KRKK is a commercial AM radio station broadcasting from Rock Springs, Wyoming on 1360 kHz. KRKK broadcasts from two towers near its studios on Yellowstone Road in Rock Springs, Wyoming and is owned by Big Thicket Broadcasting Company of Wyoming.  The current programming format is oldies under the branding Unforgettable Memories.

History
Prior to 1974, KRKK was known as KVRS and was operating on 1400 kHz. That station signed on in 1942, but was licensed in 1938.

On April 1, 1942, it became an affiliate of the Mutual Broadcasting System.

The station became KRKK at 5:30 AM on September 1, 1974. During its beginnings, the station carried top 40 programming, but switched to oldies some time in the 1980s.

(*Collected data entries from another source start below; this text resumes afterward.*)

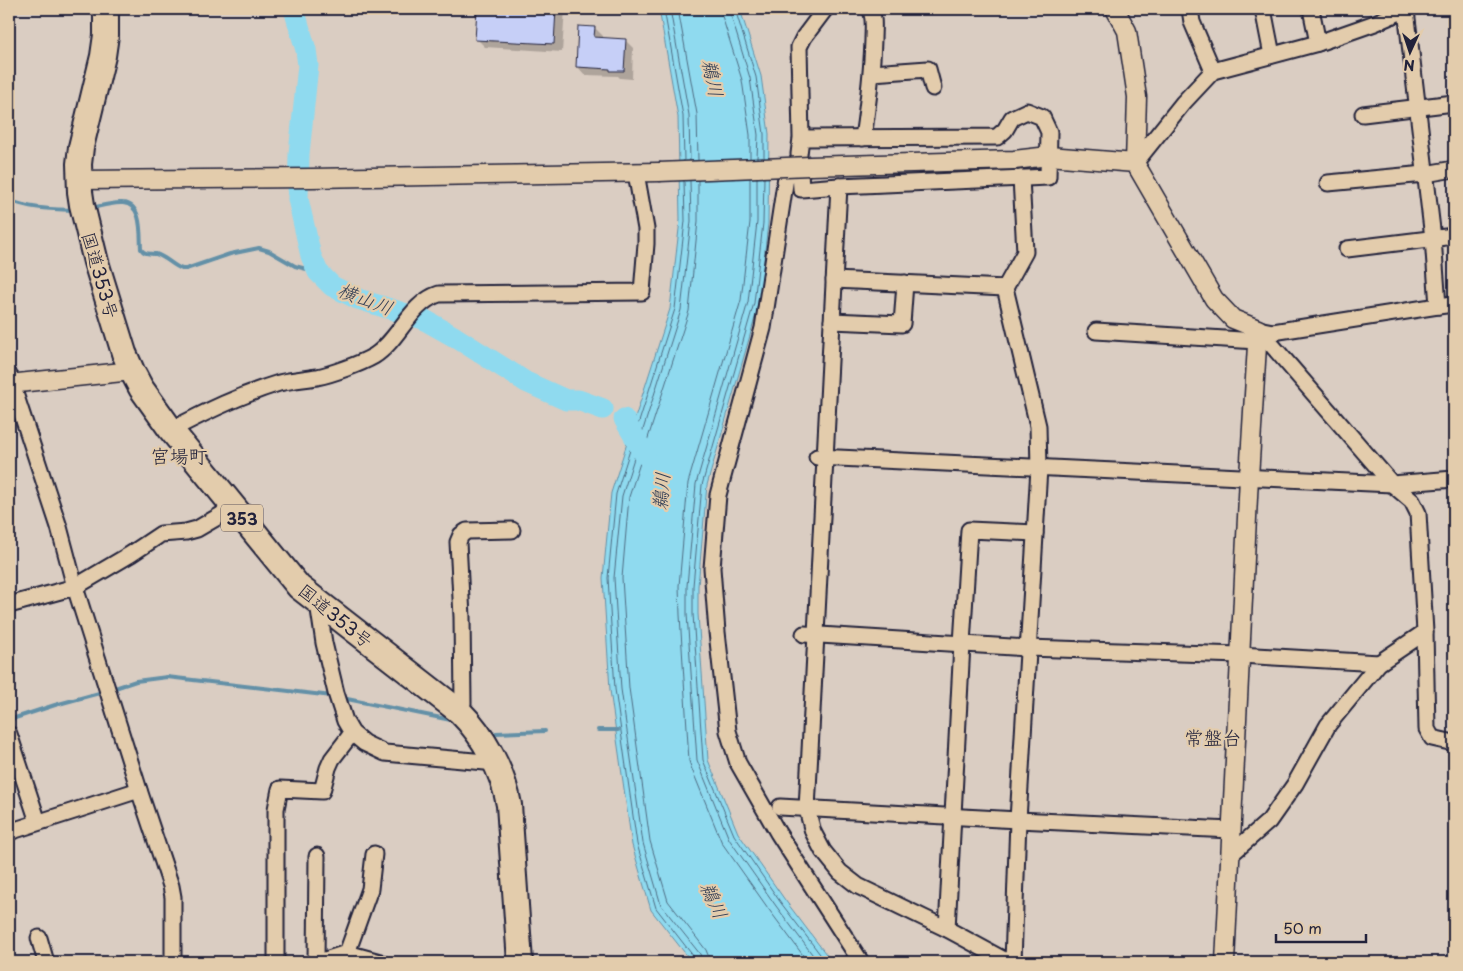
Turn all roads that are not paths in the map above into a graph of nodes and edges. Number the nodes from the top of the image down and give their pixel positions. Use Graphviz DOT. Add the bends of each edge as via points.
graph roads {
  1 [pos="105,9"];
  2 [pos="825,9"];
  3 [pos="870,9"];
  4 [pos="1115,9"];
  5 [pos="1190,9"];
  6 [pos="1263,9"];
  7 [pos="1311,9"];
  8 [pos="1407,9"];
  9 [pos="1373,16"];
  10 [pos="1318,43"];
  11 [pos="1272,55"];
  12 [pos="1213,71"];
  13 [pos="872,73"];
  14 [pos="933,88"];
  15 [pos="1454,103"];
  16 [pos="1417,108"];
  17 [pos="1363,114"];
  18 [pos="801,138"];
  19 [pos="863,138"];
  20 [pos="1049,156"];
  21 [pos="1135,162"];
  22 [pos="1454,169"];
  23 [pos="636,173"];
  24 [pos="1425,174"];
  25 [pos="786,177"];
  26 [pos="1021,178"];
  27 [pos="80,180"];
  28 [pos="1328,183"];
  29 [pos="839,186"];
  30 [pos="1454,236"];
  31 [pos="1433,238"];
  32 [pos="1347,249"];
  33 [pos="834,280"];
  34 [pos="905,283"];
  35 [pos="1005,288"];
  36 [pos="1454,304"];
  37 [pos="1438,306"];
  38 [pos="832,321"];
  39 [pos="1096,331"];
  40 [pos="1258,335"];
  41 [pos="132,371"];
  42 [pos="10,381"];
  43 [pos="172,430"];
  44 [pos="821,457"];
  45 [pos="1039,468"];
  46 [pos="1249,477"];
  47 [pos="1454,479"];
  48 [pos="1392,484"];
  49 [pos="232,505"];
  50 [pos="512,530"];
  51 [pos="1035,533"];
  52 [pos="75,587"];
  53 [pos="318,603"];
  54 [pos="9,605"];
  55 [pos="1425,632"];
  56 [pos="810,635"];
  57 [pos="962,644"];
  58 [pos="1028,648"];
  59 [pos="1240,655"];
  60 [pos="1378,663"];
  61 [pos="460,712"];
  62 [pos="352,733"];
  63 [pos="9,734"];
  64 [pos="1454,743"];
  65 [pos="494,762"];
  66 [pos="139,790"];
  67 [pos="780,807"];
  68 [pos="807,809"];
  69 [pos="952,817"];
  70 [pos="1018,820"];
  71 [pos="38,822"];
  72 [pos="1231,830"];
  73 [pos="9,832"];
  74 [pos="374,854"];
  75 [pos="1230,855"];
  76 [pos="317,856"];
  77 [pos="947,929"];
  78 [pos="39,938"];
  79 [pos="347,953"];
  80 [pos="46,962"];
  81 [pos="173,962"];
  82 [pos="276,962"];
  83 [pos="317,962"];
  84 [pos="380,962"];
  85 [pos="513,962"];
  86 [pos="520,962"];
  87 [pos="535,962"];
  88 [pos="861,962"];
  89 [pos="1008,962"];
  90 [pos="1013,962"];
  91 [pos="1225,962"];
  1 -- 27 [label="highway, 国道353号 / 353" via="103,56 81,147"];
  2 -- 18 [label="street" via="799,47"];
  3 -- 13 [label="street" via="873,24"];
  4 -- 21 [label="street" via="1127,31 1137,97"];
  5 -- 12 [label="street" via="1192,22"];
  6 -- 11 [label="street"];
  7 -- 10 [label="street"];
  8 -- 9 [label="street"];
  8 -- 16 [label="street"];
  9 -- 10 [label="street"];
  10 -- 11 [label="street"];
  11 -- 12 [label="street"];
  12 -- 21 [label="street"];
  13 -- 14 [label="street" via="928,69"];
  13 -- 19 [label="street"];
  15 -- 16 [label="street"];
  16 -- 17 [label="street"];
  16 -- 24 [label="street"];
  18 -- 19 [label="street"];
  18 -- 29 [label="street" via="801,189"];
  19 -- 20 [label="street" via="997,136 1012,118 1027,111 1042,117 1049,132"];
  20 -- 21 [label="street"];
  20 -- 23 [label="street, bridge" via="1014,160"];
  20 -- 26 [label="street" via="1048,176"];
  21 -- 40 [label="street" via="1214,299 1233,319"];
  22 -- 24 [label="street"];
  23 -- 27 [label="street"];
  23 -- 43 [label="street" via="646,229 642,292 433,296 374,356 318,377 281,383 244,395"];
  24 -- 28 [label="street"];
  24 -- 31 [label="street"];
  25 -- 88 [label="street" via="763,328 718,495 712,568 717,632 728,731 738,763 778,833"];
  26 -- 29 [label="street"];
  26 -- 35 [label="street" via="1025,252"];
  27 -- 41 [label="highway, 国道353号 / 353" via="82,205 96,262"];
  29 -- 33 [label="street"];
  30 -- 31 [label="street"];
  31 -- 32 [label="street"];
  31 -- 37 [label="street"];
  33 -- 34 [label="street"];
  33 -- 38 [label="street"];
  34 -- 35 [label="street"];
  34 -- 38 [label="street" via="902,324"];
  35 -- 45 [label="street" via="1038,426"];
  36 -- 37 [label="street"];
  37 -- 40 [label="street"];
  38 -- 44 [label="street"];
  39 -- 40 [label="street"];
  40 -- 46 [label="street"];
  40 -- 48 [label="street"];
  41 -- 42 [label="street"];
  41 -- 43 [label="highway, 国道353号 / 353" via="140,388"];
  42 -- 52 [label="street" via="59,527"];
  43 -- 49 [label="highway, 国道353号 / 353"];
  44 -- 45 [label="street"];
  44 -- 56 [label="street"];
  45 -- 46 [label="street"];
  45 -- 51 [label="street"];
  46 -- 48 [label="street"];
  46 -- 59 [label="street"];
  47 -- 48 [label="street"];
  48 -- 55 [label="street" via="1412,501 1418,513"];
  49 -- 52 [label="street" via="221,516 197,529 161,534"];
  49 -- 53 [label="highway, 国道353号 / 353" via="292,579"];
  50 -- 61 [label="street" via="467,531 458,542 463,684"];
  51 -- 57 [label="street" via="970,530"];
  51 -- 58 [label="street"];
  52 -- 54 [label="street"];
  52 -- 66 [label="street"];
  53 -- 61 [label="highway, 国道353号 / 353"];
  53 -- 62 [label="street" via="337,698"];
  55 -- 60 [label="street"];
  55 -- 64 [label="street" via="1427,729 1432,738"];
  56 -- 57 [label="street"];
  56 -- 68 [label="street"];
  57 -- 58 [label="street"];
  57 -- 69 [label="street"];
  58 -- 59 [label="street"];
  58 -- 70 [label="street"];
  59 -- 60 [label="street"];
  59 -- 72 [label="street"];
  60 -- 75 [label="street" via="1328,725 1295,784 1269,821"];
  61 -- 65 [label="highway, 国道353号 / 353" via="480,734"];
  62 -- 65 [label="street" via="385,753"];
  62 -- 82 [label="street" via="332,759 322,791 280,789 276,809"];
  63 -- 71 [label="street"];
  65 -- 86 [label="highway, 国道353号 / 353" via="509,805"];
  66 -- 71 [label="street"];
  66 -- 81 [label="street" via="172,886"];
  67 -- 68 [label="street"];
  68 -- 69 [label="street"];
  68 -- 77 [label="street" via="822,851 840,872 858,886"];
  69 -- 70 [label="street"];
  69 -- 77 [label="street"];
  70 -- 72 [label="street"];
  70 -- 90 [label="street"];
  71 -- 73 [label="street"];
  72 -- 75 [label="street"];
  74 -- 79 [label="street" via="370,889"];
  75 -- 91 [label="street"];
  76 -- 83 [label="street"];
  77 -- 89 [label="street"];
  78 -- 80 [label="street"];
  79 -- 83 [label="street"];
  79 -- 84 [label="street"];
  85 -- 86 [label="street"];
  86 -- 87 [label="street"];
}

The station aired an oldies format from Cumulus Media.

The switch to talk occurred the first week of the May 2009 and the station became a conservative talk station.

On December 14, 2014, the station changed formats to ESPN Radio, becoming 1360 ESPN.

After three years of sports talk, the station returned to an oldies format, rebranding as Unforgettable Memories.

Signal
At 5,000 watts during the day, KRKK drops to 1,000 watts at night with a directional signal to protect other stations on 1360 kHz. Reception of the station begins to fade near the Sweetwater County line to the east and west, however under the right conditions KRKK can be heard much farther distances. KRKK has three sister stations KSIT 99.7, KQSW 96.5 and KMRZ-FM 106.7 FM.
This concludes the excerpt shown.